> TASK STATEMENT: Give the number of lines in the listing that hold the word "lane". Write nothing but that number.

> SOURCE DATA:
=== Section Start ===
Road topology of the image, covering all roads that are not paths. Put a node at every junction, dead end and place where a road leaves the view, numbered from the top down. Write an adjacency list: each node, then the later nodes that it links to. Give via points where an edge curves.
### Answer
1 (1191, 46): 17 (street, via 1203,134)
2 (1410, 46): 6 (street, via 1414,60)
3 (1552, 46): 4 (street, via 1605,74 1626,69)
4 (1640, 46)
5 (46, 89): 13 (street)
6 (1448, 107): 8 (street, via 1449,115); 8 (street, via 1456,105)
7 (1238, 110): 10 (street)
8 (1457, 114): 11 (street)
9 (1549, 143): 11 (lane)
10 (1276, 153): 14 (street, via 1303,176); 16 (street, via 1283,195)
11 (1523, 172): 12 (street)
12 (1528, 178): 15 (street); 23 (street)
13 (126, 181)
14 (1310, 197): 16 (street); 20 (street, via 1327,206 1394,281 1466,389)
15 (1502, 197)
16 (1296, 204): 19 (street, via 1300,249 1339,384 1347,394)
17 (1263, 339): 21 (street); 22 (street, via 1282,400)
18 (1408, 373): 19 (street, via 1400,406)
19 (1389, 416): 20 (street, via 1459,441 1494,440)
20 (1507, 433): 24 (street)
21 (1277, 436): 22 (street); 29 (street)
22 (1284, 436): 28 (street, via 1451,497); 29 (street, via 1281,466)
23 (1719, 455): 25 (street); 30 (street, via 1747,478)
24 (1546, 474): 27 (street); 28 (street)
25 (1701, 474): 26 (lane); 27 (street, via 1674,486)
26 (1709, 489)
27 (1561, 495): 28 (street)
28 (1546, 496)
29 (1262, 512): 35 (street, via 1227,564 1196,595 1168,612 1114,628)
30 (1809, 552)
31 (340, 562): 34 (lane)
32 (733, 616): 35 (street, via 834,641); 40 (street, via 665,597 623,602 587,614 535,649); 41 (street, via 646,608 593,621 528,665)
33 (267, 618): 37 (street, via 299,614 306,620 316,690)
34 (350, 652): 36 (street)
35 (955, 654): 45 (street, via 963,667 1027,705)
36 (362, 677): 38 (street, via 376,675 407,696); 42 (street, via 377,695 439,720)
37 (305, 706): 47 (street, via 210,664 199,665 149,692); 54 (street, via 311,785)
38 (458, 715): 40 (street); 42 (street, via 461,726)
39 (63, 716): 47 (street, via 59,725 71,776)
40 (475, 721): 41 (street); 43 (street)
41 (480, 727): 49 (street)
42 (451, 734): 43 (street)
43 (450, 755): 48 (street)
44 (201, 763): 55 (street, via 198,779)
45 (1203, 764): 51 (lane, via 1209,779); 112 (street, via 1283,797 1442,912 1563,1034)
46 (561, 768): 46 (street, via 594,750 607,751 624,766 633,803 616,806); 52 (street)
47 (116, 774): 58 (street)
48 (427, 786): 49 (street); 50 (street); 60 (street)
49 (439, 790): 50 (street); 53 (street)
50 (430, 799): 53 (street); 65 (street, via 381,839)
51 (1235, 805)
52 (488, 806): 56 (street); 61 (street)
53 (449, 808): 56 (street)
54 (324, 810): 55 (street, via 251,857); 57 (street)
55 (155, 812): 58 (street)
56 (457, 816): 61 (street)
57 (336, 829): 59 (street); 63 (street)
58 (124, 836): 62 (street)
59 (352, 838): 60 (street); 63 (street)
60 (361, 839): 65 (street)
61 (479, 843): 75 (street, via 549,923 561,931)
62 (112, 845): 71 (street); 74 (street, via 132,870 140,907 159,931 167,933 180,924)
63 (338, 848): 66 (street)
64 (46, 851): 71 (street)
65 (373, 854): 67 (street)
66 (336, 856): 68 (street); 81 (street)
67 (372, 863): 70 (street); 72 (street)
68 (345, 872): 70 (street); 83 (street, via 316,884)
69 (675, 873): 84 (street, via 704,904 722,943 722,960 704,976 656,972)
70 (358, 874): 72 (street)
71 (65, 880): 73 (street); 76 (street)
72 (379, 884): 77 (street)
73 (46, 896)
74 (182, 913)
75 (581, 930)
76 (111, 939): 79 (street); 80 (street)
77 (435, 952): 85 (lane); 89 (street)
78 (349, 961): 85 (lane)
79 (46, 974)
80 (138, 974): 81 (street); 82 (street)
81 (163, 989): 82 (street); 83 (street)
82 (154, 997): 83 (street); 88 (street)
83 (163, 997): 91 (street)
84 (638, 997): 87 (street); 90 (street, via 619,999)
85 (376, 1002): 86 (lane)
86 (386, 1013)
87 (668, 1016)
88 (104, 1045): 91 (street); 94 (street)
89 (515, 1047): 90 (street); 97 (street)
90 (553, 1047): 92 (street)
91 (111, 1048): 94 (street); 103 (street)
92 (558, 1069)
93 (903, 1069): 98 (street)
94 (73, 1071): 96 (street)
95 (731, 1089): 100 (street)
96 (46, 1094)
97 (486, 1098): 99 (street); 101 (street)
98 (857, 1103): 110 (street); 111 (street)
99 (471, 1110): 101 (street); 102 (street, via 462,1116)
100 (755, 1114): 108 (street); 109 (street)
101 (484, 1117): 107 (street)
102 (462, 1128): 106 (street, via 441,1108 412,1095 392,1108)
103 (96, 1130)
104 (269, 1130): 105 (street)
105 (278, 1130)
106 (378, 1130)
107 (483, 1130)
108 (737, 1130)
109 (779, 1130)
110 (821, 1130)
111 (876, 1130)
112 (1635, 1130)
=== Section End ===
> EXPECTED OUTPUT: 7